Collected data entries =>
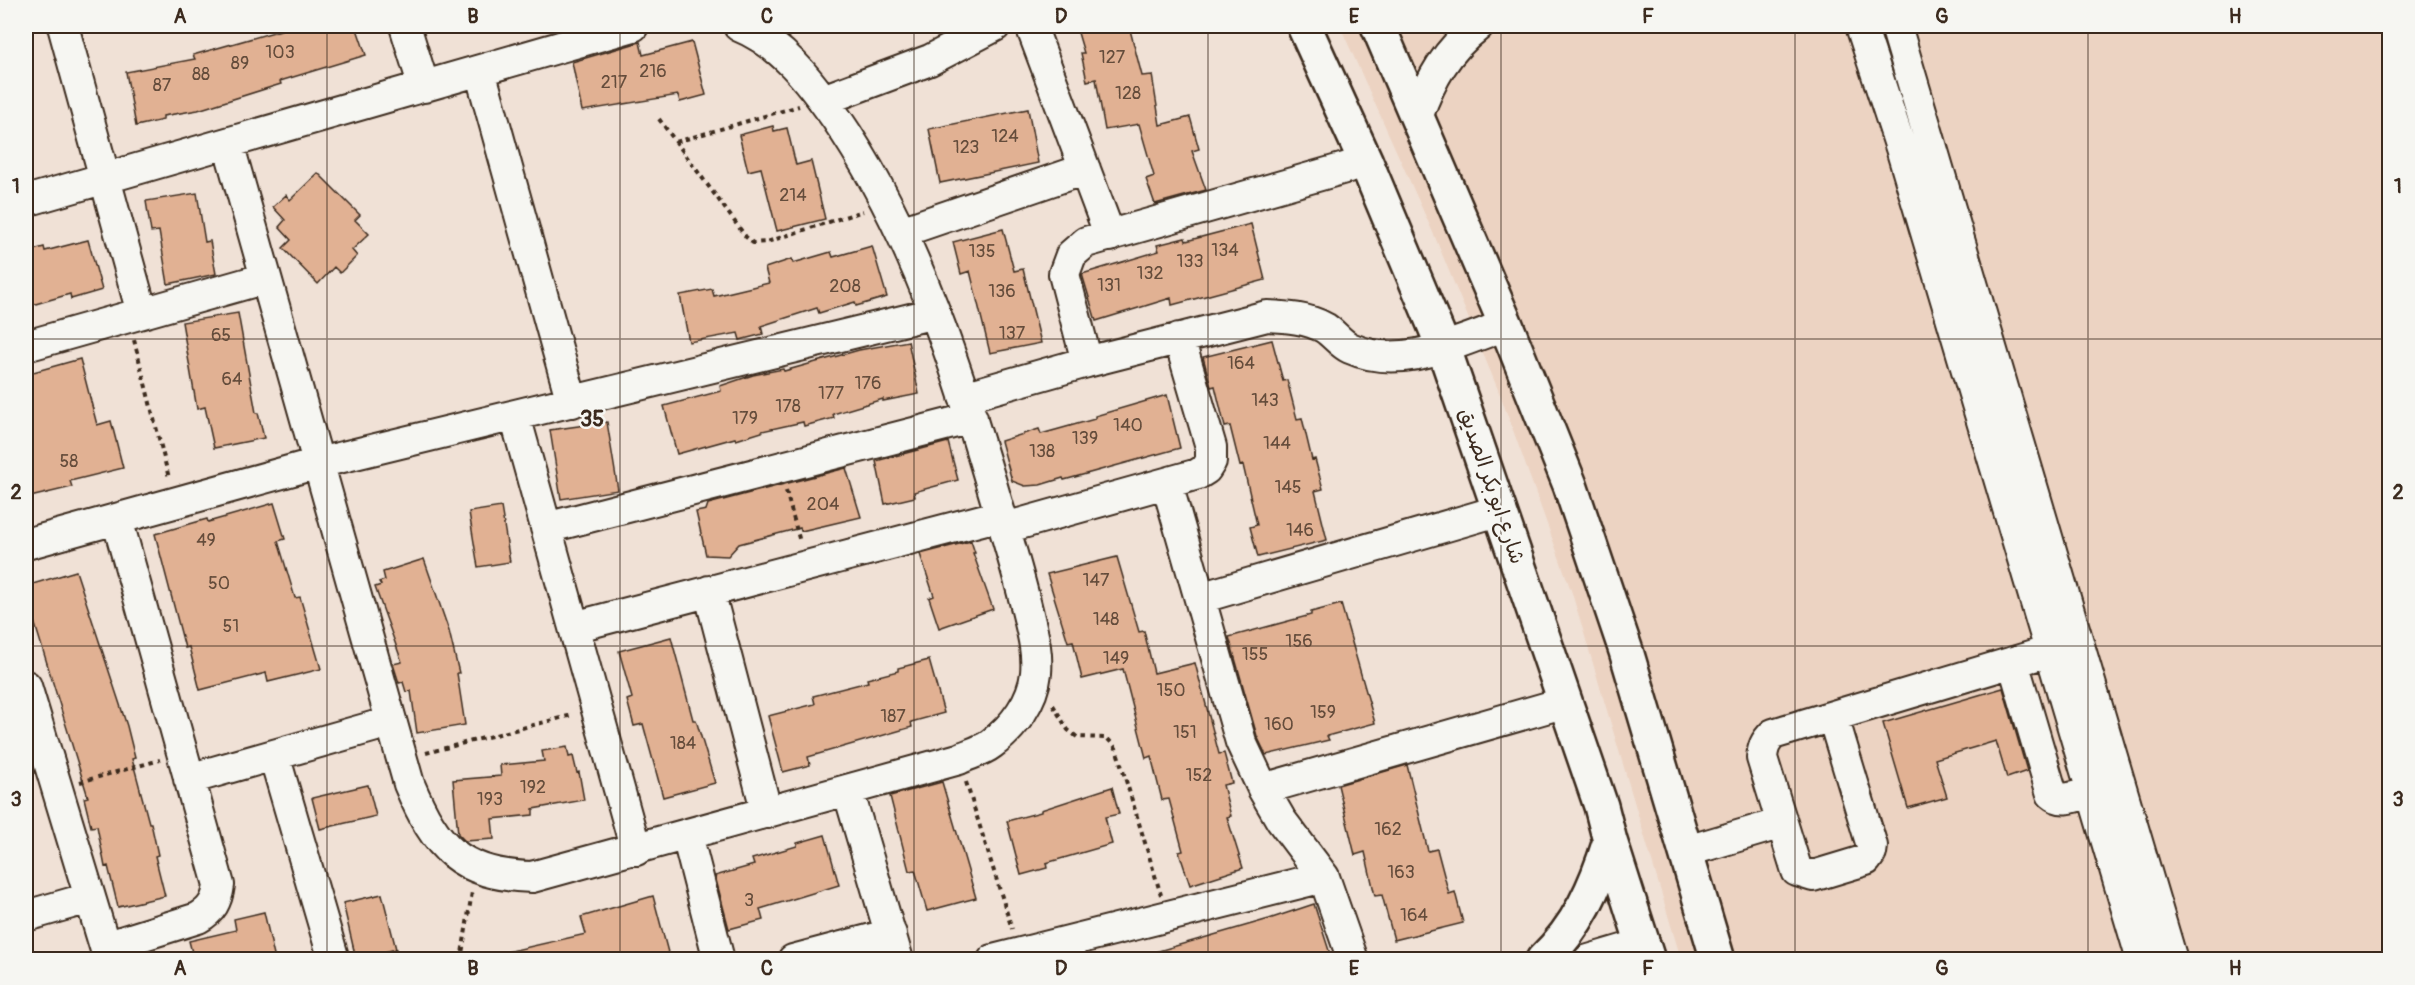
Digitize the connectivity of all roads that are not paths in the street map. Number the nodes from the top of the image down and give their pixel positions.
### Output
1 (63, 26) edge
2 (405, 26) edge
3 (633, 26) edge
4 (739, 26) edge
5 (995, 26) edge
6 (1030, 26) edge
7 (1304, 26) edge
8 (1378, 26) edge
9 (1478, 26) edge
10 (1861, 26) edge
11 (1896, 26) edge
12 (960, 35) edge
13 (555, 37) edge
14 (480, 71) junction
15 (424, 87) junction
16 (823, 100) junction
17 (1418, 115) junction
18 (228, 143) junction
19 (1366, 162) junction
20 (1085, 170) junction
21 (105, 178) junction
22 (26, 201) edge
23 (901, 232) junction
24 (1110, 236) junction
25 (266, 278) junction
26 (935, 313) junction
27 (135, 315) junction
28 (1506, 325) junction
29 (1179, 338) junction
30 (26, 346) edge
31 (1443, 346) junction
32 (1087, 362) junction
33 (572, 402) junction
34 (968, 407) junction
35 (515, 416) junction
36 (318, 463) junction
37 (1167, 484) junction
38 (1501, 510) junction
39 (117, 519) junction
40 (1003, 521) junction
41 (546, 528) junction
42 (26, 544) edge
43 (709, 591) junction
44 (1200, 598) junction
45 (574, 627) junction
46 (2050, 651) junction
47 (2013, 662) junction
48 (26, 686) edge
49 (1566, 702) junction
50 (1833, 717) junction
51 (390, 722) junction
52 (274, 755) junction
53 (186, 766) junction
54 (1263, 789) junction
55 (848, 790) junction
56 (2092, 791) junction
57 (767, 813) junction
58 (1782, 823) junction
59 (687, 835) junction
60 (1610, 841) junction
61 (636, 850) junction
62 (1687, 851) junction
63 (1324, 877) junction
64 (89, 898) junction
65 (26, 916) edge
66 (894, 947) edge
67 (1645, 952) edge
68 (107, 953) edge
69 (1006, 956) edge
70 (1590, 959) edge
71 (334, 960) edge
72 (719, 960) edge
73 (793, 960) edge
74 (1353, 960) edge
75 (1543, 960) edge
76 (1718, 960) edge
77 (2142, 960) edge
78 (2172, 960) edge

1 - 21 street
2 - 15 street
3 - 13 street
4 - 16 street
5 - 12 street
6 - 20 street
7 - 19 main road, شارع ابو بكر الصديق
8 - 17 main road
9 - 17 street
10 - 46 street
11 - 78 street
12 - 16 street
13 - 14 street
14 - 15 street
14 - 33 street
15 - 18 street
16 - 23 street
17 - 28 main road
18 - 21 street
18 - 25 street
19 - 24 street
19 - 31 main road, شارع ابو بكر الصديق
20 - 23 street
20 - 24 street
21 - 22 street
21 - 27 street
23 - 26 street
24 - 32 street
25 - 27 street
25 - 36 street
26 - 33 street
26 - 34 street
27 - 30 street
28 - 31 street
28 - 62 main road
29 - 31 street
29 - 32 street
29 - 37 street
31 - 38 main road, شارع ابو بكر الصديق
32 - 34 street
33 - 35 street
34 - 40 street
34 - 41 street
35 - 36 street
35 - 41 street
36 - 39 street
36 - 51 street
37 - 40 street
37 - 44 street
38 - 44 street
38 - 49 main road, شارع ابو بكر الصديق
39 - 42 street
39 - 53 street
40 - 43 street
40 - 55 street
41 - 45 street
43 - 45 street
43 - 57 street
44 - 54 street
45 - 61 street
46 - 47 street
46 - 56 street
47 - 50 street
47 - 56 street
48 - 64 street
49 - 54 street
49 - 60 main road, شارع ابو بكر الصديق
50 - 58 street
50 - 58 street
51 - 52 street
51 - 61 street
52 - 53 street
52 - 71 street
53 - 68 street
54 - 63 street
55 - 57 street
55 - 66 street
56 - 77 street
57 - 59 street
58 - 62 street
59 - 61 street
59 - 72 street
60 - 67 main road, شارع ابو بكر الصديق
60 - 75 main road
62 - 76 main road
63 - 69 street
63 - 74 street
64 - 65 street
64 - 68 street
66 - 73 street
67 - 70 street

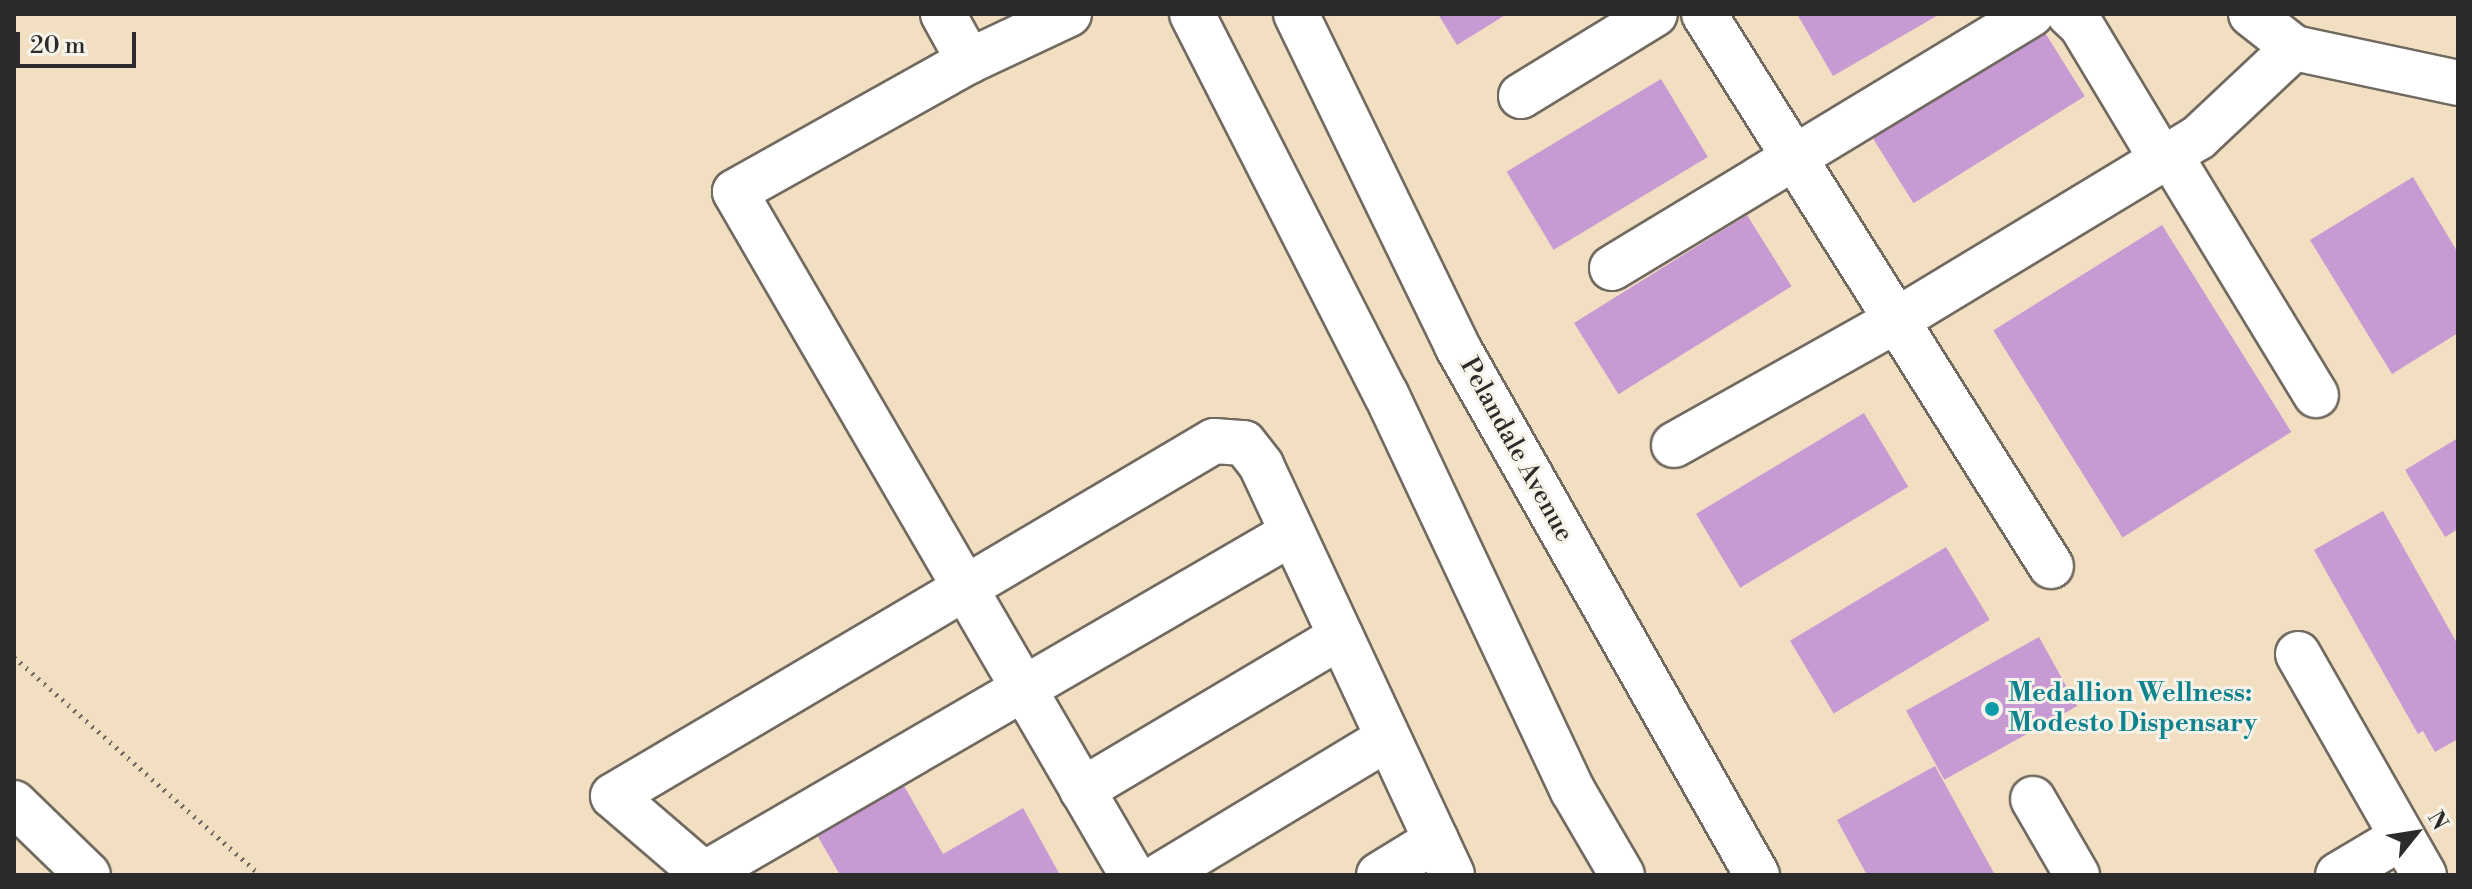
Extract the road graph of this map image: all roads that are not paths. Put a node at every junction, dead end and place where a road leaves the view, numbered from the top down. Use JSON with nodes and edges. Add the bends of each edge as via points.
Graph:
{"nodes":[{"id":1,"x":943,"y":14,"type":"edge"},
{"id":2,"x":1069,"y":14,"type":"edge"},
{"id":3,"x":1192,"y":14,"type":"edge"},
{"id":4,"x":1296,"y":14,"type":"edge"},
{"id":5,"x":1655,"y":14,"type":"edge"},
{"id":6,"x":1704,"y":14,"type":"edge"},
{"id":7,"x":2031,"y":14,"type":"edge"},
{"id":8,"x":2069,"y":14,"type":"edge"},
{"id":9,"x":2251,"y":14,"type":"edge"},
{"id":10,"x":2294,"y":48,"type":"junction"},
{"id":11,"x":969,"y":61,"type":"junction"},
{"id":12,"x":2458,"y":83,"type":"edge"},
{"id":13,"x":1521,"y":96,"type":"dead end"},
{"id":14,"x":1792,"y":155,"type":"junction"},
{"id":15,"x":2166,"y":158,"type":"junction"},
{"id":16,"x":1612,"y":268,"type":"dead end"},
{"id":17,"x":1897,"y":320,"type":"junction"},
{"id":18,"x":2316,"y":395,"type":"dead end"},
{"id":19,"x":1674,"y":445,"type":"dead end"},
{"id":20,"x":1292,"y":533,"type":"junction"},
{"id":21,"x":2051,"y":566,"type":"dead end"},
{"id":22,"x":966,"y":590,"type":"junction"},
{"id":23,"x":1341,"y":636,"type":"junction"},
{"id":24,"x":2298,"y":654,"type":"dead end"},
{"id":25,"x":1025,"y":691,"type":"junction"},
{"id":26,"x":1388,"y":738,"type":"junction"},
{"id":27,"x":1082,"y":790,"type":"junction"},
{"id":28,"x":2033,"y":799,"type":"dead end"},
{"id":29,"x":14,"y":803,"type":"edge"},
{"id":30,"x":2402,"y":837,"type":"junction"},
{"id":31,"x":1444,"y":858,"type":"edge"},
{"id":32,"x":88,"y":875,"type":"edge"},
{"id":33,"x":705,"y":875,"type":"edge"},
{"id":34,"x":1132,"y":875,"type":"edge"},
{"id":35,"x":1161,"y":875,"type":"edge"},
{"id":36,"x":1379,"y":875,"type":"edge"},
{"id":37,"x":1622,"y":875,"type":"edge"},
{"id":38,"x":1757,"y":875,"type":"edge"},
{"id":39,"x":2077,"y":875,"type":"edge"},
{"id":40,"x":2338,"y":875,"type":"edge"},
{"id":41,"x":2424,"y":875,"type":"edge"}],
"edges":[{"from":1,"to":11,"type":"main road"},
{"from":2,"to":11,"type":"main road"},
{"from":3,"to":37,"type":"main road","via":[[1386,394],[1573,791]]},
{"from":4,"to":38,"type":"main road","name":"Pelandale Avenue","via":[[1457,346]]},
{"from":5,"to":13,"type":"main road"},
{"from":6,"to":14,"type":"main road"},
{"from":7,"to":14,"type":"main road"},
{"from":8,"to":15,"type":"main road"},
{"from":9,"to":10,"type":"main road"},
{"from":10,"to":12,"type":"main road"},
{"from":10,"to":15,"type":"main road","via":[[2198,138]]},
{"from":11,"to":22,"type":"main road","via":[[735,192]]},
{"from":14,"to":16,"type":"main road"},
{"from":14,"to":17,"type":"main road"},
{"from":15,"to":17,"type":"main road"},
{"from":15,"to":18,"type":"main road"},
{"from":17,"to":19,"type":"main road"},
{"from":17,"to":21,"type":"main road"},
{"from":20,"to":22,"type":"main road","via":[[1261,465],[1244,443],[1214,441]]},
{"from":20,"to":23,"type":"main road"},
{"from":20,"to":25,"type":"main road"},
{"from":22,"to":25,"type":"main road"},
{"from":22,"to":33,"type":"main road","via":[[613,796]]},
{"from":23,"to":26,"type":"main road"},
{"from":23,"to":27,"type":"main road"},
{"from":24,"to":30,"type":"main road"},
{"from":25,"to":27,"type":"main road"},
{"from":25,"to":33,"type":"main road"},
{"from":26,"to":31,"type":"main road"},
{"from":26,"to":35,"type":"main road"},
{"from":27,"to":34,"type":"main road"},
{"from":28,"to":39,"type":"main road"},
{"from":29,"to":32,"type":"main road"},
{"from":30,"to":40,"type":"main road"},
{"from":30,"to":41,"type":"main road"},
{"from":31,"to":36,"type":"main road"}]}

Work required => The answer is every line in the data where the word "edges" appears.

Answer area =>
Extract the road graph of this map image: all roads that are not paths. Put a node at every junction, dead end and place where a road leaves the view, numbered from the top down. Use JSON with nodes and edges. Add the bends of each edge as via points.
"edges":[{"from":1,"to":11,"type":"main road"},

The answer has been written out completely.